Success is a cause for celebration; it should not require the use of antidepressants because darling little Charlie ate a nutritionally balanced meal in day care while his friends with stay-at-home moms got to rot their teeth on handmade peanut butter and jelly sandwiches. I mean, my God, can we possibly build a stronger emotional cage for ourselves?

“Soccer games and school Halloween parties are delightful diversions, folks, but so is closing a multimillion-dollar business deal. You can have both.”

Brandon watched the performance, his belly boiling. Yes, you could indeed have both, he thought, but how the hell would she know? It all sounded so terribly
reasonable
when he heard it coming from the stage, so carefully balanced for dramatic effect, but the fact of the matter was, Sherry was never interested in both; she was interested in Sherry. When a publisher dangled a pile of money where she could see it, her beloved husband and son transformed into mere roadblocks.

Brandon stood and stepped out from behind his pillar, and just like that, Sherry broke character.

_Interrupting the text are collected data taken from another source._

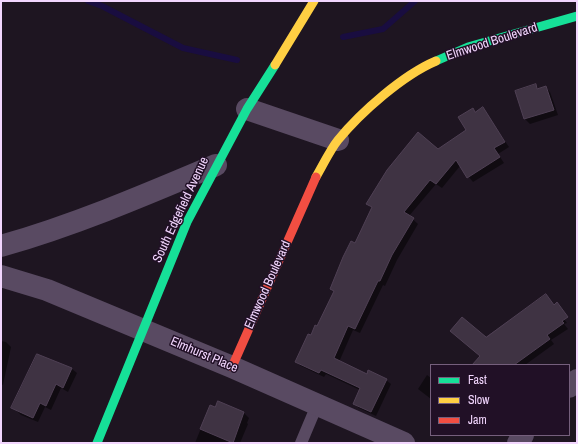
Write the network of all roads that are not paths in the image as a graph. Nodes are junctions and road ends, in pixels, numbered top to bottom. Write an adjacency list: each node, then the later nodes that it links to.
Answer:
1 (314, 1): 3 (street, South Edgefield Avenue)
2 (577, 16): 4 (street, Elmwood Boulevard)
3 (247, 108): 4 (street); 5 (street, South Edgefield Avenue)
4 (338, 140): 9 (street, Elmwood Boulevard)
5 (216, 165): 6 (street); 8 (street, South Edgefield Avenue)
6 (1, 246)
7 (1, 276): 8 (street, Elmhurst Place)
8 (144, 330): 9 (street, Elmhurst Place); 11 (street, South Edgefield Avenue)
9 (232, 367): 10 (street, Elmhurst Place)
10 (317, 405): 12 (lane); 13 (street, Elmhurst Place)
11 (97, 443)
12 (301, 443)
13 (404, 443)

Her recognition was instant, and her discomfort shined like a beacon from her face. The audience locked in on her line of sight and soon they were all staring at him. This was his chance. Finally, he had the opportunity to expose the
real
Sherry Carrigan O'Toole; not the one on the poster or the book jacket or the stage, but the vindictive bitch who not only wanted it all, but felt compelled to take it from him. He wanted to tell the entire room, the entire
world
, how her evil little prank had inflicted so much pain on so many people.